[Dataset records]
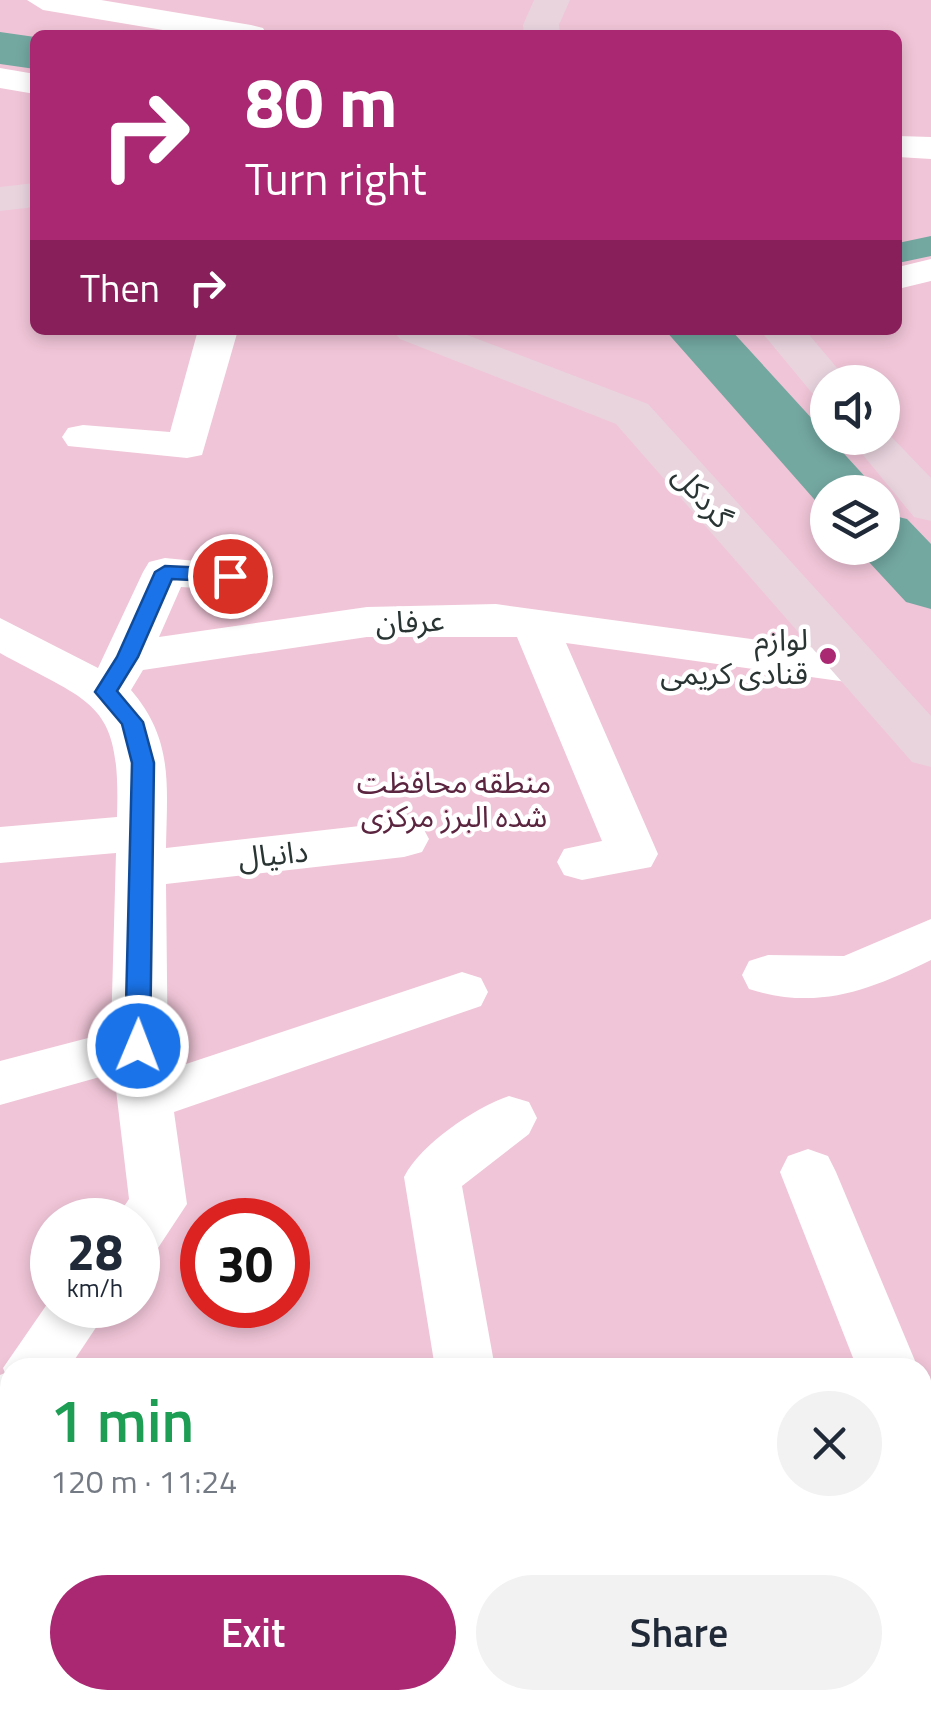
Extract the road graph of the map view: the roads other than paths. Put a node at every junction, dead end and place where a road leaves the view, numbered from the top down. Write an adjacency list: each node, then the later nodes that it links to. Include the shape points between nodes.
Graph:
1 (43, 0): 4 (street)
2 (552, 0): 5 (street)
3 (582, 0): 6 (street)
4 (250, 27)
5 (542, 30)
6 (577, 30)
7 (0, 78): 8 (street)
8 (30, 83)
9 (902, 147): 10 (street)
10 (931, 148)
11 (30, 196): 12 (street)
12 (0, 199)
13 (931, 270): 14 (street)
14 (902, 277)
15 (217, 335): 19 (street, via 187,446)
16 (429, 335): 25 (street, گردکل, via 632,414)
17 (786, 335): 18 (street)
18 (812, 365)
19 (82, 437)
20 (887, 455): 21 (street)
21 (931, 507)
22 (230, 576): 26 (street, via 165,572)
23 (535, 625): 25 (street, عرفان); 26 (street, عرفان, via 408,618); 31 (street, via 633,854)
24 (0, 633): 26 (street)
25 (854, 668): 27 (street, گردکل)
26 (117, 675): 30 (street, via 143,763)
27 (931, 749)
28 (404, 839): 30 (street, دانیال)
29 (0, 845): 30 (street, دانیال)
30 (142, 851): 35 (street)
31 (582, 862)
32 (931, 938): 33 (street, via 850,976)
33 (768, 975)
34 (462, 992): 37 (street)
35 (138, 1046): 36 (street); 37 (street)
36 (0, 1083)
37 (143, 1100): 40 (street)
38 (508, 1118): 43 (street, via 432,1177)
39 (808, 1172): 44 (street)
40 (157, 1198)
41 (64, 1328): 42 (street)
42 (41, 1358)
43 (464, 1358)
44 (884, 1358)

__BRIEF__: When you copy the data above, keep each line exact and omit the pictures.

__YOUR SOLUTION__:
Extract the road graph of the map view: the roads other than paths. Put a node at every junction, dead end and place where a road leaves the view, numbered from the top down. Write an adjacency list: each node, then the later nodes that it links to. Include the shape points between nodes.
Graph:
1 (43, 0): 4 (street)
2 (552, 0): 5 (street)
3 (582, 0): 6 (street)
4 (250, 27)
5 (542, 30)
6 (577, 30)
7 (0, 78): 8 (street)
8 (30, 83)
9 (902, 147): 10 (street)
10 (931, 148)
11 (30, 196): 12 (street)
12 (0, 199)
13 (931, 270): 14 (street)
14 (902, 277)
15 (217, 335): 19 (street, via 187,446)
16 (429, 335): 25 (street, گردکل, via 632,414)
17 (786, 335): 18 (street)
18 (812, 365)
19 (82, 437)
20 (887, 455): 21 (street)
21 (931, 507)
22 (230, 576): 26 (street, via 165,572)
23 (535, 625): 25 (street, عرفان); 26 (street, عرفان, via 408,618); 31 (street, via 633,854)
24 (0, 633): 26 (street)
25 (854, 668): 27 (street, گردکل)
26 (117, 675): 30 (street, via 143,763)
27 (931, 749)
28 (404, 839): 30 (street, دانیال)
29 (0, 845): 30 (street, دانیال)
30 (142, 851): 35 (street)
31 (582, 862)
32 (931, 938): 33 (street, via 850,976)
33 (768, 975)
34 (462, 992): 37 (street)
35 (138, 1046): 36 (street); 37 (street)
36 (0, 1083)
37 (143, 1100): 40 (street)
38 (508, 1118): 43 (street, via 432,1177)
39 (808, 1172): 44 (street)
40 (157, 1198)
41 (64, 1328): 42 (street)
42 (41, 1358)
43 (464, 1358)
44 (884, 1358)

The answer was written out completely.